**HOW TO COMPLETE THIS TASK:** Skip the pictures. Transcribe the rest of the data below without changing a word.

**GIVEN RECORDS:**

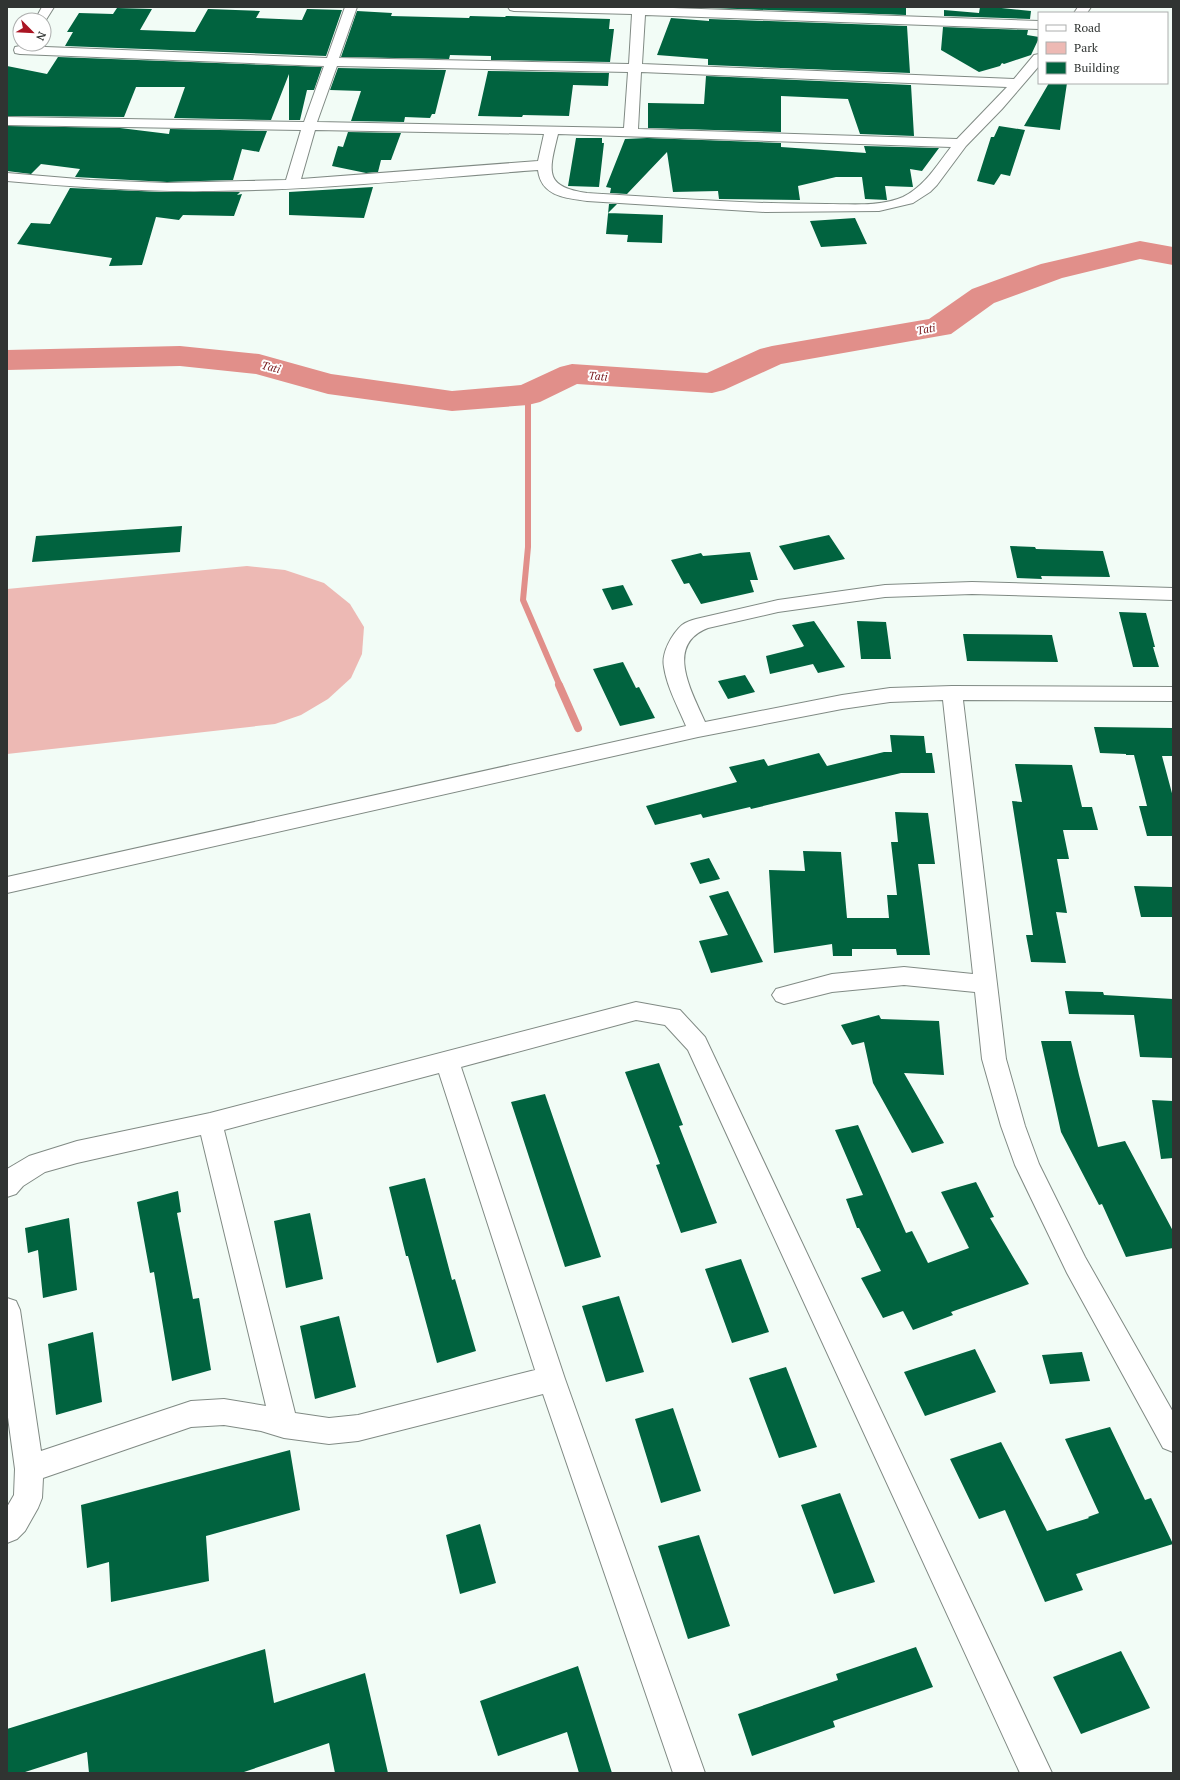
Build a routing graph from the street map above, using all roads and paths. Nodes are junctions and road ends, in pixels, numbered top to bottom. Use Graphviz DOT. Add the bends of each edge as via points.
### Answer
graph roads {
  1 [pos="351,7"];
  2 [pos="514,7"];
  3 [pos="928,7"];
  4 [pos="639,9"];
  5 [pos="928,20"];
  6 [pos="1038,25"];
  7 [pos="52,51"];
  8 [pos="1038,59"];
  9 [pos="331,62"];
  10 [pos="635,68"];
  11 [pos="1016,83"];
  12 [pos="7,121"];
  13 [pos="309,126"];
  14 [pos="552,130"];
  15 [pos="630,132"];
  16 [pos="961,143"];
  17 [pos="544,165"];
  18 [pos="7,177"];
  19 [pos="292,184"];
  20 [pos="1173,594"];
  21 [pos="952,692"];
  22 [pos="1173,694"];
  23 [pos="698,730"];
  24 [pos="7,885"];
  25 [pos="986,984"];
  26 [pos="784,995"];
  27 [pos="447,1061"];
  28 [pos="210,1123"];
  29 [pos="7,1186"];
  30 [pos="7,1310"];
  31 [pos="551,1379"];
  32 [pos="284,1425"];
  33 [pos="1173,1438"];
  34 [pos="29,1469"];
  35 [pos="7,1529"];
  36 [pos="689,1773"];
  37 [pos="1036,1773"];
  1 -- 9 [label="street"];
  2 -- 4 [label="street"];
  3 -- 5 [label="street"];
  4 -- 5 [label="street"];
  4 -- 10 [label="street"];
  5 -- 6 [label="street"];
  7 -- 9 [label="street"];
  8 -- 11 [label="street"];
  9 -- 10 [label="street"];
  9 -- 13 [label="street"];
  10 -- 11 [label="street"];
  10 -- 15 [label="street"];
  11 -- 16 [label="street" via="998,106"];
  12 -- 13 [label="street"];
  13 -- 14 [label="street"];
  13 -- 19 [label="street"];
  14 -- 15 [label="street"];
  14 -- 17 [label="street"];
  15 -- 16 [label="street"];
  16 -- 17 [label="street" via="932,182 917,195 908,200 879,207 765,208 574,196 549,186"];
  17 -- 19 [label="street"];
  18 -- 19 [label="street" via="167,187"];
  20 -- 23 [label="street" via="972,588 884,591 778,606 703,623 690,628 681,638 673,665 676,679"];
  21 -- 22 [label="street"];
  21 -- 23 [label="street" via="890,695 842,702"];
  21 -- 25 [label="street"];
  23 -- 24 [label="street"];
  25 -- 26 [label="street" via="904,976 832,984"];
  25 -- 33 [label="street" via="994,1059 1027,1165 1076,1265"];
  27 -- 28 [label="street"];
  27 -- 31 [label="street"];
  27 -- 37 [label="street" via="636,1011 672,1017 697,1044"];
  28 -- 29 [label="street" via="77,1152 38,1164 14,1178"];
  28 -- 32 [label="street"];
  30 -- 34 [label="street"];
  31 -- 32 [label="street" via="358,1428 329,1431"];
  31 -- 36 [label="street"];
  32 -- 34 [label="street" via="224,1412 191,1414"];
  34 -- 35 [label="street" via="28,1498 15,1521"];
}
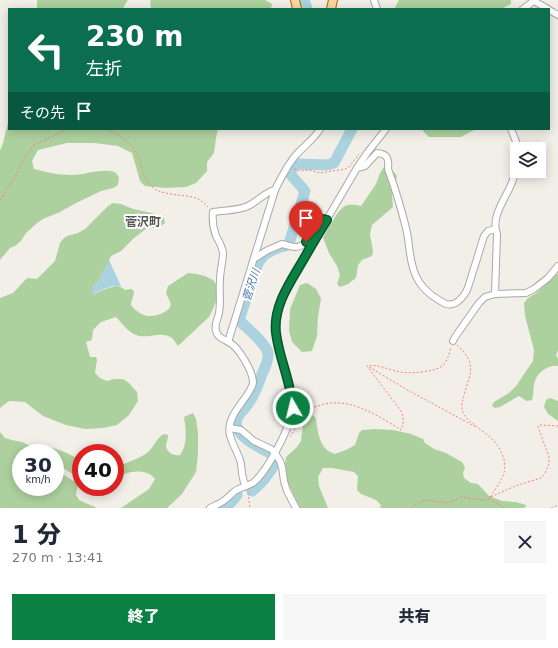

**SOLVED EXERCISE:**
Build a routing graph from the street map above, using all roads and paths. Nodes are junctions and road ends, in pixels, numbered top to bottom. Use Graphviz DOT. Add the bends of each edge as via points.
### Answer
graph roads {
  1 [pos="351,7"];
  2 [pos="514,7"];
  3 [pos="928,7"];
  4 [pos="639,9"];
  5 [pos="928,20"];
  6 [pos="1038,25"];
  7 [pos="52,51"];
  8 [pos="1038,59"];
  9 [pos="331,62"];
  10 [pos="635,68"];
  11 [pos="1016,83"];
  12 [pos="7,121"];
  13 [pos="309,126"];
  14 [pos="552,130"];
  15 [pos="630,132"];
  16 [pos="961,143"];
  17 [pos="544,165"];
  18 [pos="7,177"];
  19 [pos="292,184"];
  20 [pos="1173,594"];
  21 [pos="952,692"];
  22 [pos="1173,694"];
  23 [pos="698,730"];
  24 [pos="7,885"];
  25 [pos="986,984"];
  26 [pos="784,995"];
  27 [pos="447,1061"];
  28 [pos="210,1123"];
  29 [pos="7,1186"];
  30 [pos="7,1310"];
  31 [pos="551,1379"];
  32 [pos="284,1425"];
  33 [pos="1173,1438"];
  34 [pos="29,1469"];
  35 [pos="7,1529"];
  36 [pos="689,1773"];
  37 [pos="1036,1773"];
  1 -- 9 [label="street"];
  2 -- 4 [label="street"];
  3 -- 5 [label="street"];
  4 -- 5 [label="street"];
  4 -- 10 [label="street"];
  5 -- 6 [label="street"];
  7 -- 9 [label="street"];
  8 -- 11 [label="street"];
  9 -- 10 [label="street"];
  9 -- 13 [label="street"];
  10 -- 11 [label="street"];
  10 -- 15 [label="street"];
  11 -- 16 [label="street" via="998,106"];
  12 -- 13 [label="street"];
  13 -- 14 [label="street"];
  13 -- 19 [label="street"];
  14 -- 15 [label="street"];
  14 -- 17 [label="street"];
  15 -- 16 [label="street"];
  16 -- 17 [label="street" via="932,182 917,195 908,200 879,207 765,208 574,196 549,186"];
  17 -- 19 [label="street"];
  18 -- 19 [label="street" via="167,187"];
  20 -- 23 [label="street" via="972,588 884,591 778,606 703,623 690,628 681,638 673,665 676,679"];
  21 -- 22 [label="street"];
  21 -- 23 [label="street" via="890,695 842,702"];
  21 -- 25 [label="street"];
  23 -- 24 [label="street"];
  25 -- 26 [label="street" via="904,976 832,984"];
  25 -- 33 [label="street" via="994,1059 1027,1165 1076,1265"];
  27 -- 28 [label="street"];
  27 -- 31 [label="street"];
  27 -- 37 [label="street" via="636,1011 672,1017 697,1044"];
  28 -- 29 [label="street" via="77,1152 38,1164 14,1178"];
  28 -- 32 [label="street"];
  30 -- 34 [label="street"];
  31 -- 32 [label="street" via="358,1428 329,1431"];
  31 -- 36 [label="street"];
  32 -- 34 [label="street" via="224,1412 191,1414"];
  34 -- 35 [label="street" via="28,1498 15,1521"];
}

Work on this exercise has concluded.